This is also how I type people. It's like they get a shot at being ANY type and they give off hints that score them points for one of the types. I do not do this point system consciously. If they do something they might get 3 points for being an ENTP based off behavior, maybe 5 points INFJ, then if they get 20 points for being an ESFP because of many hints and reasons that support it, Ne starts to say "Out of all the types this person seems most ESFP." And it's usually right!

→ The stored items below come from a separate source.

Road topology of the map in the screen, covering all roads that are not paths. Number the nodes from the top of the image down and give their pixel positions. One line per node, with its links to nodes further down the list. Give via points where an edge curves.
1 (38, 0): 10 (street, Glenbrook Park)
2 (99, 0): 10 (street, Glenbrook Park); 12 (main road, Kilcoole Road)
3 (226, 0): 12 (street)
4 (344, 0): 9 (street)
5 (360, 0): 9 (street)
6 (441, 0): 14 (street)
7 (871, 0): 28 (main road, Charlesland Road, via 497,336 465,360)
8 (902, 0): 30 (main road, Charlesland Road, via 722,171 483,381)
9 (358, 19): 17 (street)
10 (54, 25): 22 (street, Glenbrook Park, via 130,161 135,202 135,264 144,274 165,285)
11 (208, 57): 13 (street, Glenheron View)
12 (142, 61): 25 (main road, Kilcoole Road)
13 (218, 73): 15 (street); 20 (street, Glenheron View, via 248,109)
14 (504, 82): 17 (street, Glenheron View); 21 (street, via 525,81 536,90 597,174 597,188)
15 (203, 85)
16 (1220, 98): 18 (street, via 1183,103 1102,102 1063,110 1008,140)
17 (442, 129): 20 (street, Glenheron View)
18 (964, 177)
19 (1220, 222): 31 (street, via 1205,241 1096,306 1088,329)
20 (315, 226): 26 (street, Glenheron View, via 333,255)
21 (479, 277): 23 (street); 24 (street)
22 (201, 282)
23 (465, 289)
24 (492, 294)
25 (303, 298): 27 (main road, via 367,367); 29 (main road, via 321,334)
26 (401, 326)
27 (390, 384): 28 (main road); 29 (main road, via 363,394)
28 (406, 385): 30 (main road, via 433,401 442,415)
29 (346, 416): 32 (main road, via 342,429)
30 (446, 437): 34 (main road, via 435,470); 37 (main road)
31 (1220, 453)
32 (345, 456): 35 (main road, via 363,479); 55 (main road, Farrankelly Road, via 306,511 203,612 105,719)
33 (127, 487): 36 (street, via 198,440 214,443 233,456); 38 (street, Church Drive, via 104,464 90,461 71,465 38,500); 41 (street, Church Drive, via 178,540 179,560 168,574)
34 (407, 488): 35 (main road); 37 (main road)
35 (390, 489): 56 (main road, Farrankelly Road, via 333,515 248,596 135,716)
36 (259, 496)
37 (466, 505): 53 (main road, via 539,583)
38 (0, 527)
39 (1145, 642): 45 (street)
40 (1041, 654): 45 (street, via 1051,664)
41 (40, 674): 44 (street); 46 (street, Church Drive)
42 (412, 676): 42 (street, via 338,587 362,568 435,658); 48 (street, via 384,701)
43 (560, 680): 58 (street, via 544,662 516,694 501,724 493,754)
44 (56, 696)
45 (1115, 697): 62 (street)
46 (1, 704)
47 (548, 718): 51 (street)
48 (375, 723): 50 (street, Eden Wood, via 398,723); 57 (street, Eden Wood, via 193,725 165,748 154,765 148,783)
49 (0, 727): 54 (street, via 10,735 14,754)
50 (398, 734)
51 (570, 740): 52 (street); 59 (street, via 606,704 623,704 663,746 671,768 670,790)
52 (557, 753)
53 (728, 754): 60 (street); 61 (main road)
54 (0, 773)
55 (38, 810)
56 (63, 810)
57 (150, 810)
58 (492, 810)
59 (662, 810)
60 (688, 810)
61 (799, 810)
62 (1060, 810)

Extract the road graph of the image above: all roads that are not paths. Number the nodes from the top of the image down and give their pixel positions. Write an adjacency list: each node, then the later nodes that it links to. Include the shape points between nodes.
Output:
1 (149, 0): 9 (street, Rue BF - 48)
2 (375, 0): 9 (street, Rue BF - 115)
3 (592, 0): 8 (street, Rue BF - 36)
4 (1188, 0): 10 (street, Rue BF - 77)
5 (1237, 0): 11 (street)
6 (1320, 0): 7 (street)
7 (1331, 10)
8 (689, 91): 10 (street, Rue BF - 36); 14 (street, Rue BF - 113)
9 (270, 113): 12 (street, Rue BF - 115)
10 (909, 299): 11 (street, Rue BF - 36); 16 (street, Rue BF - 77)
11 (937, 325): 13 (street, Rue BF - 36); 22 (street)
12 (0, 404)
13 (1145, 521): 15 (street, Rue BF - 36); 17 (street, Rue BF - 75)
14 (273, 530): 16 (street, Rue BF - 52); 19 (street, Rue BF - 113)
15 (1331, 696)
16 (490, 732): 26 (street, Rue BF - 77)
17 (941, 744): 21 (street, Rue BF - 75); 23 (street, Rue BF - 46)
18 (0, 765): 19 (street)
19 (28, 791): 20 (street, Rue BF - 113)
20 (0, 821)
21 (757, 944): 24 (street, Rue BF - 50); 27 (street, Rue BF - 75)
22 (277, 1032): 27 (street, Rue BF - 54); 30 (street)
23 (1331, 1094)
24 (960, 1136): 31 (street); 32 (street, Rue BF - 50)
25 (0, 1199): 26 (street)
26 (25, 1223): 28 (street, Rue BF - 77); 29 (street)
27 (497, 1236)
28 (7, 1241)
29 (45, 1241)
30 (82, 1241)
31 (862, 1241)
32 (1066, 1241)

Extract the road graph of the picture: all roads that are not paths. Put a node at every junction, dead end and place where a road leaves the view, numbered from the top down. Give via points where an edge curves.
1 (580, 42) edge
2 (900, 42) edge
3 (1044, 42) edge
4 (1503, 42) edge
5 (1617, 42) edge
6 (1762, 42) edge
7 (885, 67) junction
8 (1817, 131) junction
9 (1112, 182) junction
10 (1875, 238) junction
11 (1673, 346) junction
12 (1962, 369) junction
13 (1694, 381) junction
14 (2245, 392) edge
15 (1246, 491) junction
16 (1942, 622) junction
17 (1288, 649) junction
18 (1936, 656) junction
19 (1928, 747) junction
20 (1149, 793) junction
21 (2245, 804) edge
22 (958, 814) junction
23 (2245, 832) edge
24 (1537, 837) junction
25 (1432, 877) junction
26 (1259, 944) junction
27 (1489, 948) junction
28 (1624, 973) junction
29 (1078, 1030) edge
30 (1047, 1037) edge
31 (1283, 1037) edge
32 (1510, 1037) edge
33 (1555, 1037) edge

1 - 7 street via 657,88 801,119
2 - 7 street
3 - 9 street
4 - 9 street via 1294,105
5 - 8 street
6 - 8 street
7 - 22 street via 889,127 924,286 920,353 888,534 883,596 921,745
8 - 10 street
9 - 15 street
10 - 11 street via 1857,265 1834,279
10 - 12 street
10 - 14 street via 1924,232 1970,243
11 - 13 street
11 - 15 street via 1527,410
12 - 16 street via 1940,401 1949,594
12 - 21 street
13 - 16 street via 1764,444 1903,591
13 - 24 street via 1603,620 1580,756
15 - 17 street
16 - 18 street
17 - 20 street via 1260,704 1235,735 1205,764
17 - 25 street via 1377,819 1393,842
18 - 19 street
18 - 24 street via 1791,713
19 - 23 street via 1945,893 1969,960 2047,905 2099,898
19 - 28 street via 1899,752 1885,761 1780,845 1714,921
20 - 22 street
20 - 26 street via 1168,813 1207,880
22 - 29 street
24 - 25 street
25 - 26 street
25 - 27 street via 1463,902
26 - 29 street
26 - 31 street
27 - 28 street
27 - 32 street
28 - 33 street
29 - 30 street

Lol, at least in my case.

This can also causes for hasty assumptions, like every PerC member that comes to the INFP forum asking if they are ISFP or INFP, I automatically think "You're an ISFP." lol, because the trend has happened wayyyy to often and another list of reasons.


----------



## Stevester (Feb 28, 2016)

Ne is pretty simple. 

It smashes all things, people and events into endless pieces and takes a quick glimpse at all the possibilities, everything it can potentially offer, then moves on to the next thing.

In a nutshell.


----------



## L P (May 30, 2017)

ANAXEL said:


> I like to drive over all (the riskier the driving gets the more alive I feel but that's because I have issues).
> Now, I'm more cynical than you are about possibilities. Maybe that can differentiate Ne dom from Ne aux?
> Remember how I mentioned that Ne usually likes to impose the possibilities it sees on the real world rather than them being imposed on the self? Maybe that's unique to me or maybe to the Ne dom. I have very low expectations from the outside world to be anything other than what it is, probably because of how disappointed I've been by our underwhelming reality. So no, those two headlights belong to a regular human driver who is pretty irrelevant in my life.
> This could also be due to the fact that I'm an ENTP.
> ...


Hahaaaa.

It's funny that your Ti sounds like Ni, what's even more funny is that ENTPs use Ni through their Ti, so it's funny and accurate.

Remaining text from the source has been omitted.